Jasbe Rose Bay Developments Pty Limited v Waverley Council

Case

[2020] NSWLEC 1447

24 September 2020

No judgment structure available for this case.

Land and Environment Court


New South Wales

Medium Neutral Citation: Jasbe Rose Bay Developments Pty Limited v Waverley Council [2020] NSWLEC 1447
Hearing dates: Conciliation conference on 2 September 2020
Date of orders: 24 September 2020
Decision date: 24 September 2020
Jurisdiction:Class 1
Before: Gray C
Decision:

The Court orders that:

(1) The applicant is granted leave to rely upon the amended plans and documentation referred to in condition 1 of the conditions at annexure “A”.

(2) The applicant is to pay the respondent’s costs thrown away pursuant to s 8.15(3) of the Environmental Planning and Assessment Act 1979 as agreed or assessed.

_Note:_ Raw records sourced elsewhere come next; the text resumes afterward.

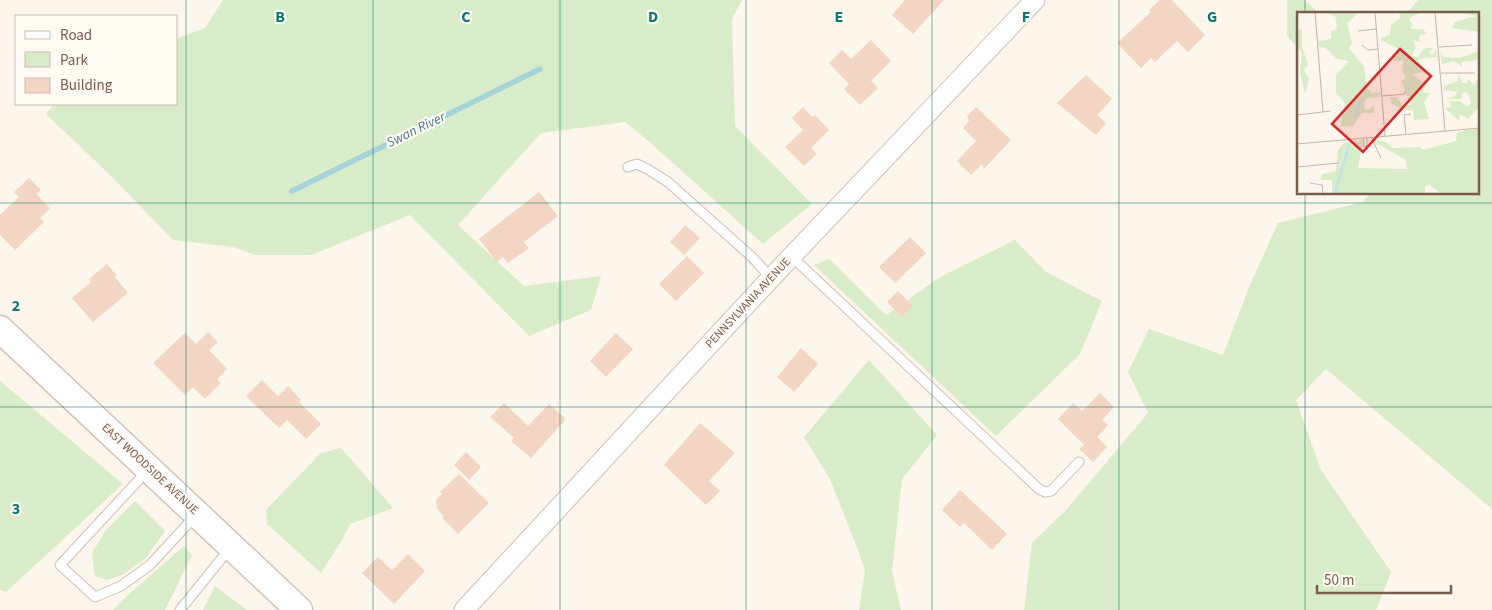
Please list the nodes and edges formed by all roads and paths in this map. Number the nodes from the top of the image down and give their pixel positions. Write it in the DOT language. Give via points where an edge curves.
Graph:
graph roads {
  1 [pos="1035,0"];
  2 [pos="628,167"];
  3 [pos="792,256"];
  4 [pos="771,278"];
  5 [pos="0,329"];
  6 [pos="1079,462"];
  7 [pos="149,469"];
  8 [pos="197,514"];
  9 [pos="232,546"];
  10 [pos="180,610"];
  11 [pos="299,610"];
  12 [pos="464,610"];
  1 -- 3 [label="street, PENNSYLVANIA AVENUE"];
  2 -- 4 [label="lane" via="637,164 668,182"];
  3 -- 4 [label="street, PENNSYLVANIA AVENUE"];
  3 -- 6 [label="lane" via="1039,489 1051,491"];
  4 -- 12 [label="street, PENNSYLVANIA AVENUE"];
  5 -- 7 [label="main road, EAST WOODSIDE AVENUE"];
  7 -- 8 [label="main road, EAST WOODSIDE AVENUE"];
  7 -- 8 [label="lane" via="60,565 95,597 121,586 150,565"];
  8 -- 9 [label="main road, EAST WOODSIDE AVENUE"];
  9 -- 10 [label="lane"];
  9 -- 11 [label="main road, EAST WOODSIDE AVENUE"];
}
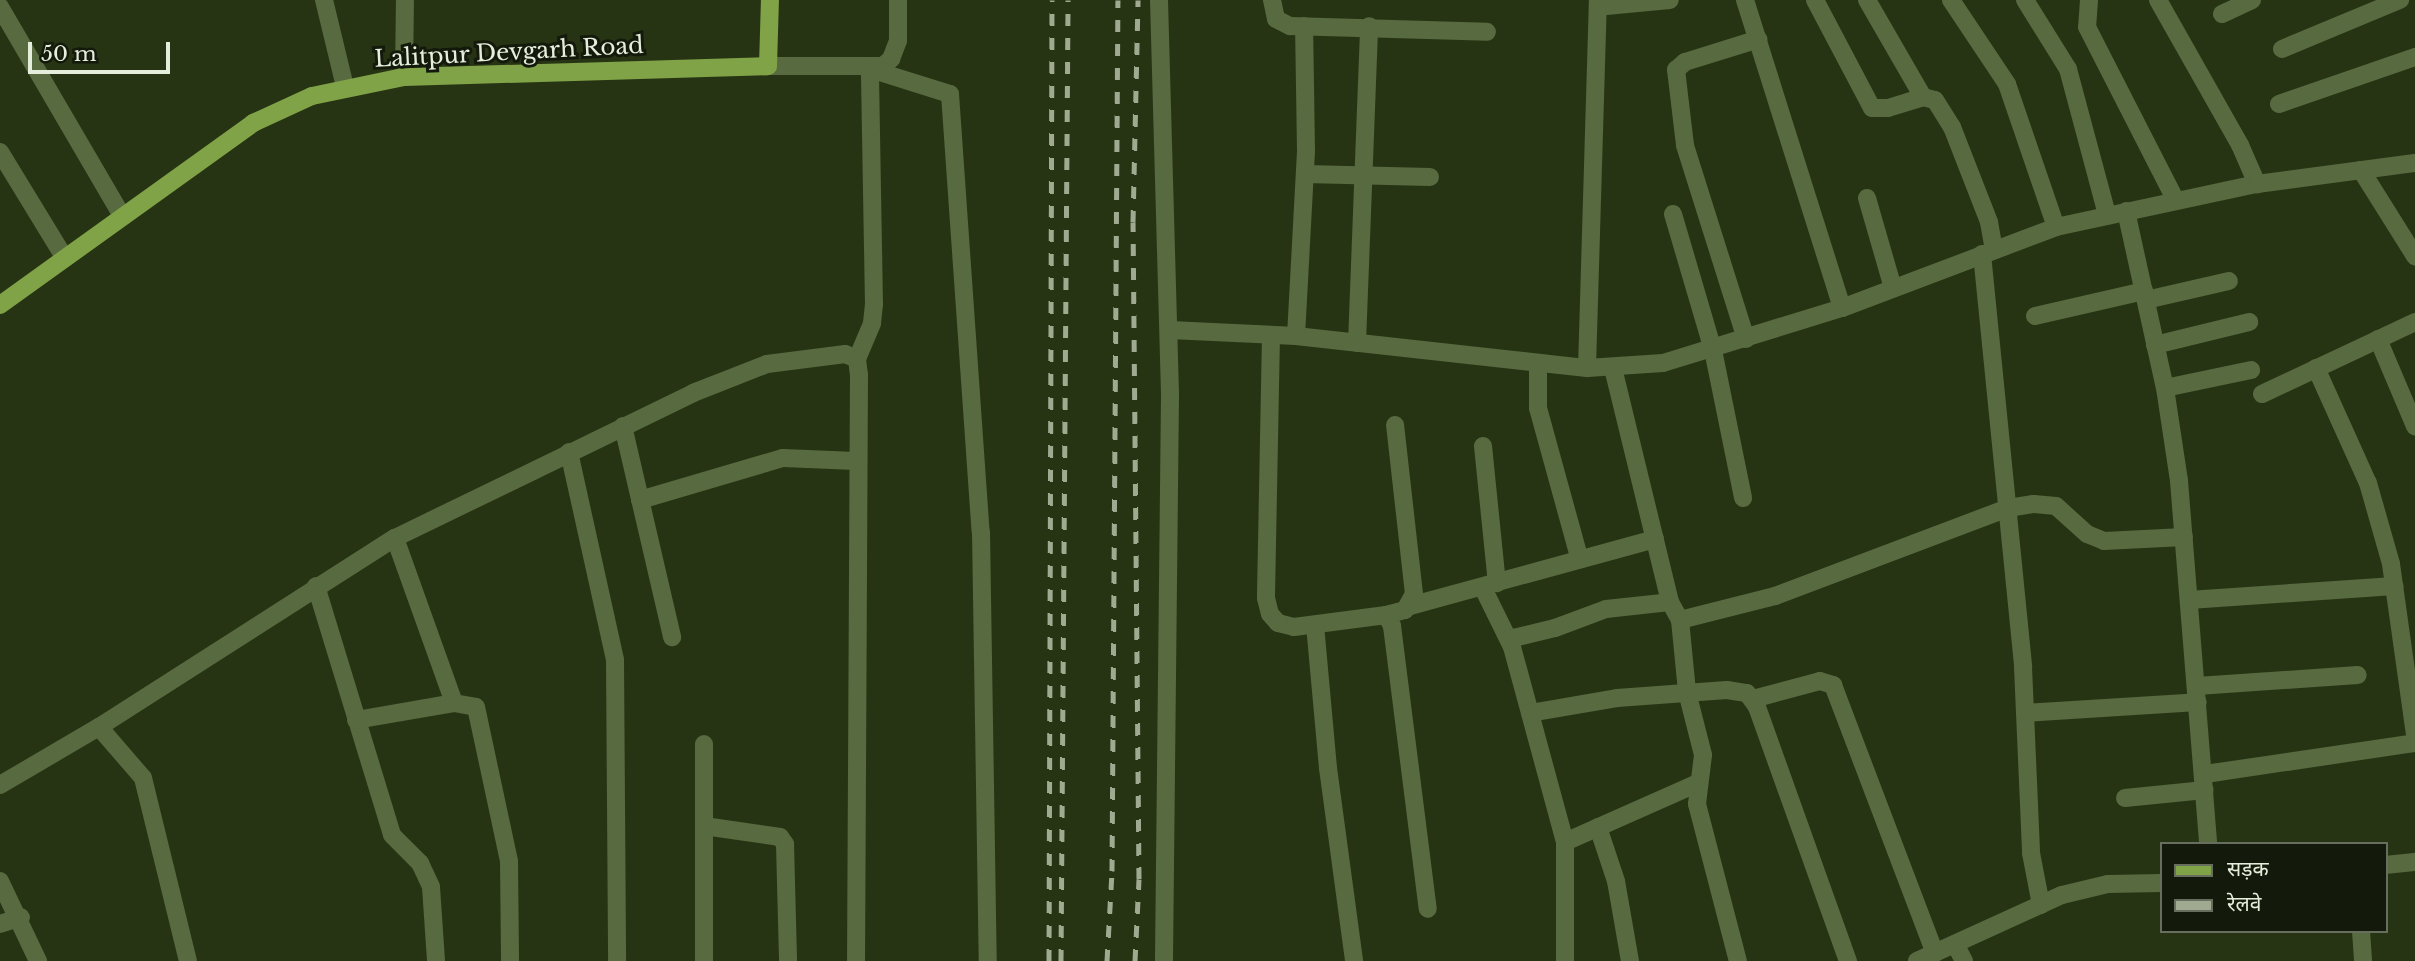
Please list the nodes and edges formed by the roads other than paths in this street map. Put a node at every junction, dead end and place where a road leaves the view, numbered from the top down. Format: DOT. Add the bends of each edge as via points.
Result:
graph roads {
  1 [pos="324,0"];
  2 [pos="405,0"];
  3 [pos="770,0"];
  4 [pos="898,0"];
  5 [pos="1158,0"];
  6 [pos="1272,0"];
  7 [pos="1598,0"];
  8 [pos="1670,0"];
  9 [pos="1745,0"];
  10 [pos="1815,0"];
  11 [pos="1867,0"];
  12 [pos="1951,0"];
  13 [pos="2025,0"];
  14 [pos="2089,0"];
  15 [pos="2158,0"];
  16 [pos="2252,0"];
  17 [pos="2400,0"];
  18 [pos="0,7"];
  19 [pos="2222,14"];
  20 [pos="1304,26"];
  21 [pos="1370,26"];
  22 [pos="1487,32"];
  23 [pos="1759,39"];
  24 [pos="2282,50"];
  25 [pos="2415,57"];
  26 [pos="768,66"];
  27 [pos="870,69"];
  28 [pos="404,77"];
  29 [pos="345,87"];
  30 [pos="1923,97"];
  31 [pos="2279,104"];
  32 [pos="0,152"];
  33 [pos="2415,163"];
  34 [pos="2361,170"];
  35 [pos="1367,173"];
  36 [pos="1305,174"];
  37 [pos="1430,177"];
  38 [pos="2257,184"];
  39 [pos="1867,198"];
  40 [pos="2175,199"];
  41 [pos="2126,211"];
  42 [pos="1673,214"];
  43 [pos="2107,215"];
  44 [pos="122,216"];
  45 [pos="2056,227"];
  46 [pos="1988,252"];
  47 [pos="2415,256"];
  48 [pos="64,257"];
  49 [pos="2229,281"];
  50 [pos="1893,288"];
  51 [pos="2145,296"];
  52 [pos="0,305"];
  53 [pos="1842,308"];
  54 [pos="2035,316"];
  55 [pos="2249,321"];
  56 [pos="2415,321"];
  57 [pos="1170,330"];
  58 [pos="1271,335"];
  59 [pos="1296,336"];
  60 [pos="1746,339"];
  61 [pos="2378,339"];
  62 [pos="1357,343"];
  63 [pos="2155,345"];
  64 [pos="1713,350"];
  65 [pos="857,359"];
  66 [pos="1538,365"];
  67 [pos="1587,368"];
  68 [pos="1614,368"];
  69 [pos="2316,368"];
  70 [pos="2251,370"];
  71 [pos="2165,388"];
  72 [pos="2262,394"];
  73 [pos="1395,425"];
  74 [pos="624,426"];
  75 [pos="2415,426"];
  76 [pos="1483,446"];
  77 [pos="569,452"];
  78 [pos="856,461"];
  79 [pos="1743,498"];
  80 [pos="640,500"];
  81 [pos="2008,509"];
  82 [pos="2184,537"];
  83 [pos="395,538"];
  84 [pos="1655,540"];
  85 [pos="1579,557"];
  86 [pos="1490,585"];
  87 [pos="316,586"];
  88 [pos="2395,586"];
  89 [pos="2189,600"];
  90 [pos="1670,602"];
  91 [pos="1410,606"];
  92 [pos="1385,615"];
  93 [pos="1680,620"];
  94 [pos="1315,625"];
  95 [pos="672,636"];
  96 [pos="1509,639"];
  97 [pos="2358,675"];
  98 [pos="1687,692"];
  99 [pos="2198,694"];
  100 [pos="1752,699"];
  101 [pos="454,703"];
  102 [pos="1530,713"];
  103 [pos="2025,713"];
  104 [pos="356,720"];
  105 [pos="99,727"];
  106 [pos="2415,734"];
  107 [pos="2415,743"];
  108 [pos="704,744"];
  109 [pos="2205,782"];
  110 [pos="1696,784"];
  111 [pos="0,785"];
  112 [pos="2126,798"];
  113 [pos="704,826"];
  114 [pos="1598,827"];
  115 [pos="1565,842"];
  116 [pos="2208,842"];
  117 [pos="2415,862"];
  118 [pos="2387,865"];
  119 [pos="0,881"];
  120 [pos="2160,883"];
  121 [pos="2041,905"];
  122 [pos="1428,909"];
  123 [pos="21,917"];
  124 [pos="0,924"];
  125 [pos="2361,933"];
  126 [pos="1955,944"];
  127 [pos="1935,953"];
  128 [pos="38,961"];
  129 [pos="188,961"];
  130 [pos="436,961"];
  131 [pos="510,961"];
  132 [pos="617,961"];
  133 [pos="704,961"];
  134 [pos="788,961"];
  135 [pos="856,961"];
  136 [pos="988,961"];
  137 [pos="1164,961"];
  138 [pos="1354,961"];
  139 [pos="1565,961"];
  140 [pos="1630,961"];
  141 [pos="1738,961"];
  142 [pos="1848,961"];
  143 [pos="1917,961"];
  144 [pos="1964,961"];
  145 [pos="2363,961"];
  1 -- 29 [label="street"];
  2 -- 28 [label="street"];
  3 -- 26 [label="main road"];
  4 -- 27 [label="street" via="898,41 891,59"];
  5 -- 57 [label="street"];
  6 -- 20 [label="street" via="1276,19 1282,24"];
  7 -- 8 [label="street" via="1617,6"];
  7 -- 67 [label="street"];
  9 -- 23 [label="street"];
  10 -- 30 [label="street" via="1872,108"];
  11 -- 30 [label="street"];
  12 -- 45 [label="street" via="2007,83"];
  13 -- 43 [label="street" via="2068,69"];
  14 -- 40 [label="street" via="2087,27"];
  15 -- 38 [label="street" via="2241,145"];
  16 -- 19 [label="street"];
  17 -- 24 [label="street"];
  18 -- 44 [label="street"];
  20 -- 21 [label="street"];
  20 -- 36 [label="street"];
  21 -- 22 [label="street"];
  21 -- 35 [label="street"];
  23 -- 53 [label="street"];
  23 -- 60 [label="street" via="1685,62 1676,70 1685,145"];
  25 -- 31 [label="street"];
  26 -- 27 [label="street"];
  26 -- 28 [label="main road, Lalitpur Devgarh Road"];
  27 -- 65 [label="street" via="874,305"];
  27 -- 136 [label="street" via="950,94 981,532"];
  28 -- 29 [label="main road, Lalitpur Devgarh Road"];
  29 -- 44 [label="main road, Lalitpur Devgarh Road" via="312,96 253,123"];
  30 -- 46 [label="street" via="1935,100 1952,127 1989,222"];
  32 -- 48 [label="street"];
  33 -- 34 [label="street"];
  34 -- 38 [label="street"];
  34 -- 47 [label="street"];
  35 -- 36 [label="street"];
  35 -- 37 [label="street"];
  35 -- 62 [label="street"];
  36 -- 59 [label="street"];
  38 -- 40 [label="street"];
  39 -- 50 [label="street"];
  40 -- 41 [label="street"];
  41 -- 43 [label="street"];
  41 -- 51 [label="street"];
  42 -- 64 [label="street"];
  43 -- 45 [label="street"];
  44 -- 48 [label="main road, Lalitpur Devgarh Road"];
  45 -- 46 [label="street"];
  46 -- 50 [label="street"];
  46 -- 81 [label="street"];
  48 -- 52 [label="main road, Lalitpur Devgarh Road"];
  49 -- 51 [label="street"];
  50 -- 53 [label="street"];
  51 -- 54 [label="street"];
  51 -- 63 [label="street"];
  53 -- 60 [label="street"];
  55 -- 63 [label="street"];
  56 -- 61 [label="street"];
  57 -- 58 [label="street"];
  57 -- 137 [label="street"];
  58 -- 59 [label="street"];
  58 -- 94 [label="street" via="1266,598 1278,623"];
  59 -- 62 [label="street"];
  60 -- 64 [label="street"];
  61 -- 69 [label="street"];
  61 -- 75 [label="street"];
  62 -- 66 [label="street"];
  63 -- 71 [label="street"];
  64 -- 68 [label="street" via="1663,363"];
  64 -- 79 [label="street"];
  65 -- 74 [label="street" via="845,354 767,364"];
  65 -- 78 [label="street"];
  66 -- 67 [label="street"];
  66 -- 85 [label="street" via="1538,408"];
  67 -- 68 [label="street"];
  68 -- 84 [label="street"];
  69 -- 72 [label="street"];
  69 -- 88 [label="street" via="2368,483"];
  70 -- 71 [label="street"];
  71 -- 82 [label="street"];
  73 -- 91 [label="street" via="1414,586"];
  74 -- 77 [label="street"];
  74 -- 80 [label="street"];
  76 -- 86 [label="street"];
  77 -- 83 [label="street"];
  77 -- 132 [label="street" via="615,660"];
  78 -- 80 [label="street" via="783,458"];
  78 -- 135 [label="street"];
  80 -- 95 [label="street"];
  81 -- 82 [label="street" via="2034,503 2056,506 2087,534 2104,541"];
  81 -- 93 [label="street" via="1775,596"];
  81 -- 103 [label="street"];
  82 -- 89 [label="street"];
  83 -- 87 [label="street"];
  83 -- 101 [label="street"];
  84 -- 85 [label="street"];
  84 -- 90 [label="street"];
  85 -- 86 [label="street"];
  86 -- 91 [label="street"];
  86 -- 96 [label="street"];
  87 -- 104 [label="street"];
  87 -- 105 [label="street"];
  88 -- 89 [label="street"];
  88 -- 106 [label="street"];
  89 -- 99 [label="street"];
  90 -- 93 [label="street"];
  90 -- 96 [label="street" via="1606,609"];
  91 -- 92 [label="street"];
  92 -- 94 [label="street"];
  92 -- 122 [label="street" via="1392,626 1400,679"];
  93 -- 98 [label="street"];
  94 -- 138 [label="street" via="1328,768"];
  96 -- 102 [label="street"];
  97 -- 99 [label="street"];
  98 -- 100 [label="street" via="1737,691"];
  98 -- 102 [label="street" via="1602,699"];
  98 -- 110 [label="street" via="1703,755"];
  99 -- 103 [label="street"];
  99 -- 109 [label="street"];
  100 -- 127 [label="street" via="1820,681 1833,685"];
  100 -- 142 [label="street"];
  101 -- 104 [label="street"];
  101 -- 131 [label="street" via="476,707 480,714 509,861"];
  102 -- 115 [label="street"];
  103 -- 121 [label="street" via="2025,792"];
  104 -- 130 [label="street" via="392,835 420,863 431,887"];
  105 -- 111 [label="street"];
  105 -- 129 [label="street" via="143,779"];
  107 -- 109 [label="street"];
  108 -- 113 [label="street"];
  109 -- 112 [label="street"];
  109 -- 116 [label="street"];
  110 -- 114 [label="street"];
  110 -- 141 [label="street" via="1699,814"];
  113 -- 133 [label="street"];
  113 -- 134 [label="street" via="780,836 785,844"];
  114 -- 115 [label="street"];
  114 -- 140 [label="street" via="1616,881"];
  115 -- 139 [label="street"];
  117 -- 118 [label="street"];
  119 -- 123 [label="street"];
  120 -- 121 [label="street" via="2108,884"];
  121 -- 126 [label="street"];
  123 -- 124 [label="street"];
  123 -- 128 [label="street"];
  125 -- 145 [label="street"];
  126 -- 127 [label="street"];
  126 -- 144 [label="street"];
  127 -- 143 [label="street"];
}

(3) The clause 4.6 request in relation to cl 4.4 of Waverley Local Environmental Plan 2012 prepared by GSA Planning dated 2 September 2020 is well founded and is upheld.

(4) The appeal is upheld.

(5) Development Application DA-96/2019 for demolition of existing shop, dwelling house and petrol station on the site and construction of a new residential flat building containing 23 units and basement carpark at 599-603 Old South Head Road, Rose Bay is approved subject to the conditions at annexure “A” to this agreement.

Catchwords:

APPEAL – development application – residential flat building – breach of floor space ratio development standard – conciliation conference – agreement reached – orders made

Legislation Cited:

Environmental Planning and Assessment Act 1979

Environmental Planning and Assessment Regulation 2000

Land and Environment Court Act 1979

State Environmental Planning Policy No 55—Remediation of Land

Waverley Local Environmental Plan 2012

Texts Cited:

Waverley Development Control Plan 2012

Category:Principal judgment
Parties: Jasbe Rose Bay Developments Pty Limited (Applicant)
Waverley Council (Respondent)
Representation:

Counsel:
J Reid (Applicant)
M Staunton (Respondent)

Solicitors:
Pikes & Verekers Lawyers (Applicant)
Wilshire Webb Staunton Beattie (Respondent)
File Number(s): 2019/283768
Publication restriction: No

Judgment

  1. COMMISSIONER: This appeal concerns a development application to demolish the existing service station, retail shop and dwelling house and to construct a part three, part four-storey residential flat building containing 23 units over basement level parking at five lots known as 599-603 Old South Head Road, Rose Bay. The final orders in this appeal, outlined in [10] below, are made as a result of an agreement between the parties that was reached at a conciliation conference.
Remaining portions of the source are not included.